Поднимающаяся пыль становилась все гуще, и он поднял электронный бинокль, вглядываясь в него, чтобы впервые увидеть врага. Он отрегулировал фокусировку, когда из-за седловины холмов показалась башня цвета йода. Лэнс не мог видеть ее со своей низкой точки обзора, но Томас мог, и его лицо внезапно стало белым, как бумага. Он смотрел еще мгновение, затем схватился за микрофон коммуникатора.
— Нет, Лэнс! Не надо, не надо! Это не враг — это еще один Боло!
Внезапно по командному каналу раздается надтреснутый человеческий голос, и меня охватывает смятение. Передатчик близко, очень близко, а это невозможно. Я не узнаю голос, и это тоже невозможно. Я начинаю отвечать, но не успеваю, как по тому же каналу раздается другой голос.
— Прекратите передачу, — говорится в нем. — Не раскрывайте свое местоположение.
На этот раз я узнаю этот голос, но никогда не слышал, чтобы он звучал так. Он утратил свою четкость и уверенность. Это голос того, кто находится на грани безумия, голос, раздавленный и измученный болью и отчаянием, и целью, которая выходит за рамки одержимости.
— Лэнс, — всхлипывает человеческий голос — молодой мужской голос. — Пожалуйста, Лэнс! Это еще один Боло! Правда!
— Это Враг, — отвечает голос, который я когда-то знал, и он становится выше и пронзительнее. — Это Враг. Есть только Враг. Я — Линейное Подразделение Ноль-Один-Ноль-Три. Моя функция — уничтожать Врага. Врага. Врага. Врага. Врага.

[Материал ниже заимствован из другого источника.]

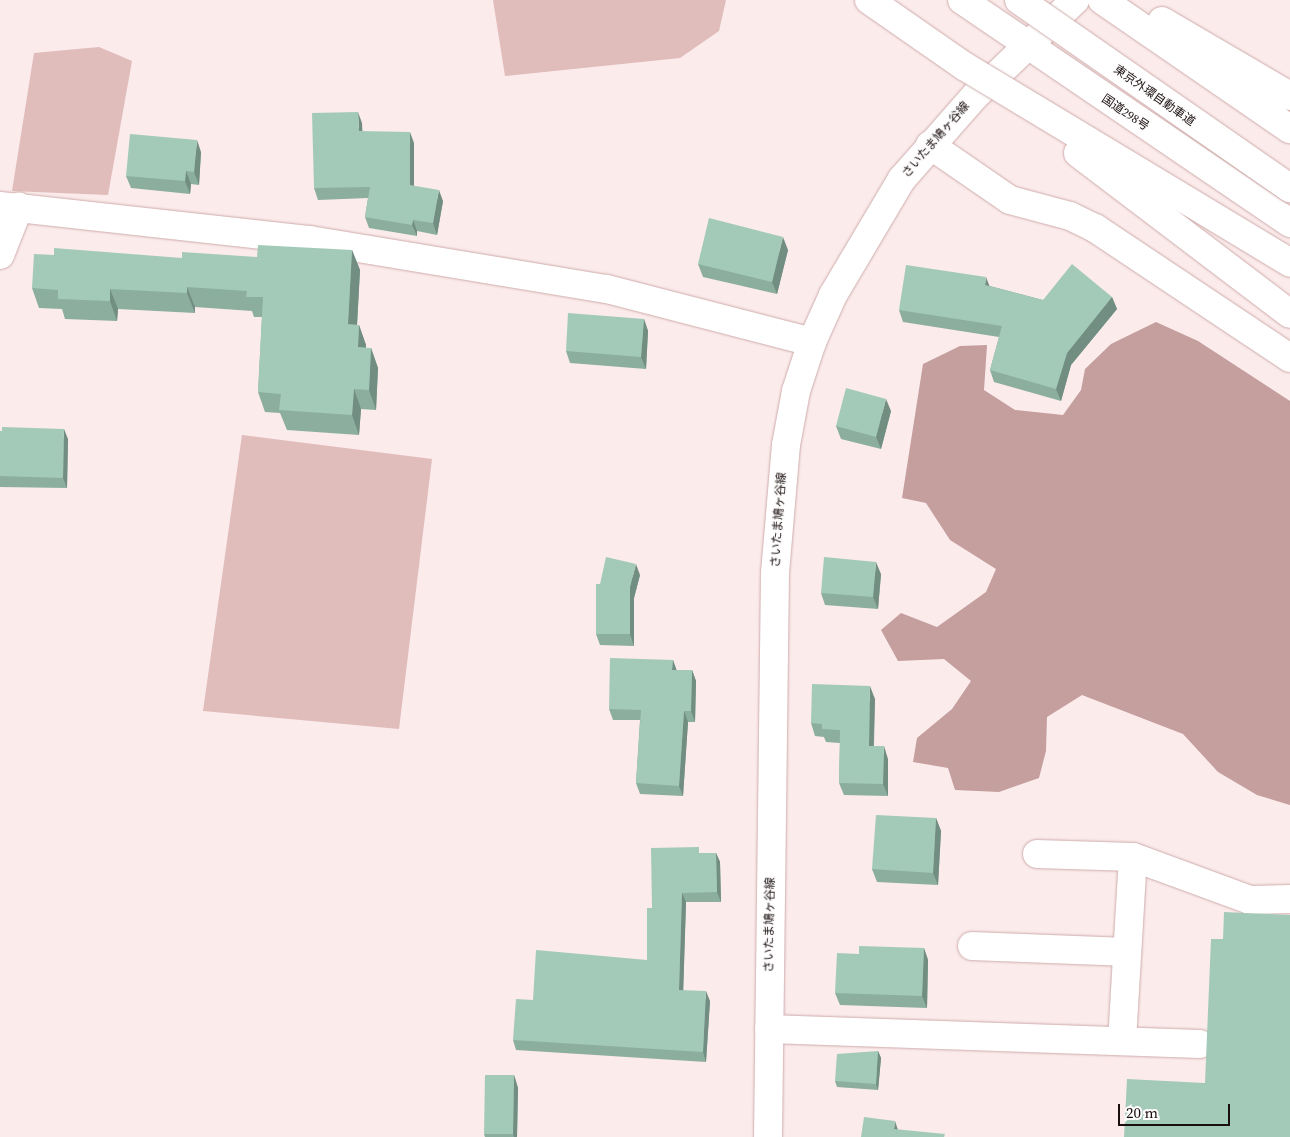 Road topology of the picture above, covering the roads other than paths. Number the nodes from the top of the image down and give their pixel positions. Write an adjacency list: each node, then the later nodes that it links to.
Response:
1 (869, 0): 9 (main road, bridge)
2 (962, 0): 8 (main road, 国道298号)
3 (1019, 0): 14 (main road, 東京外環自動車道, bridge)
4 (1075, 0): 8 (main road, さいたま鳩ヶ谷線)
5 (1102, 0): 12 (main road)
6 (1126, 0): 11 (main road)
7 (1163, 0): 10 (main road)
8 (1026, 46): 13 (main road, さいたま鳩ヶ谷線); 16 (main road, 国道298号)
9 (964, 66): 18 (main road, bridge); 19 (main road, bridge)
10 (1290, 91)
11 (1290, 96)
12 (1290, 129)
13 (930, 145): 20 (main road, さいたま鳩ヶ谷線); 21 (main road)
14 (1290, 188)
15 (10, 206): 17 (main road); 20 (main road)
16 (1290, 223)
17 (0, 254)
18 (1290, 264)
19 (1290, 314)
20 (812, 342): 27 (main road, さいたま鳩ヶ谷線)
21 (1290, 358)
22 (1037, 854): 23 (main road)
23 (1133, 857): 24 (main road); 26 (main road)
24 (1290, 899)
25 (972, 946): 26 (main road)
26 (1127, 952): 28 (main road)
27 (769, 1029): 28 (main road); 30 (main road, さいたま鳩ヶ谷線)
28 (1122, 1041): 29 (main road)
29 (1200, 1044)
30 (768, 1137)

Я слышу сломанный ритм этого голоса и внезапно понимаю. Я все понимаю, и меня наполняет ужас. Я замираю на месте, останавливаюсь, борясь с тем, чтобы избежать того, что, как я знаю, должно произойти. Однако понимание пришло слишком поздно, и как раз в тот момент, когда я тормозил, LNC уже огибал склон холма, издавая визг измученных, перегруженных гусениц и поднимая облако пыли.
Впервые я вижу его ужасно изуродованный правый борт и зияющую рану, глубоко-глубоко врезавшуюся в его корпус. Я насквозь могу видеть его поврежденный Личностный центр в глубине пробоины, видеть, как вражеский огонь жестоко проник в схемы его психотронного мозга, и теперь я все понимаю. Я слышу безумие в его электронном голосе, решимость и мужество, которые заставляют двигаться эту разбитую, умирающую развалину, и голос ребенка в коммуникаторе — завершающий элемент мозаики. Теперь я знаю его миссию, причину, по которой он так упорно, так отчаянно боролся, чтобы пересечь Бесплодные земли и найти в горах надежное убежище.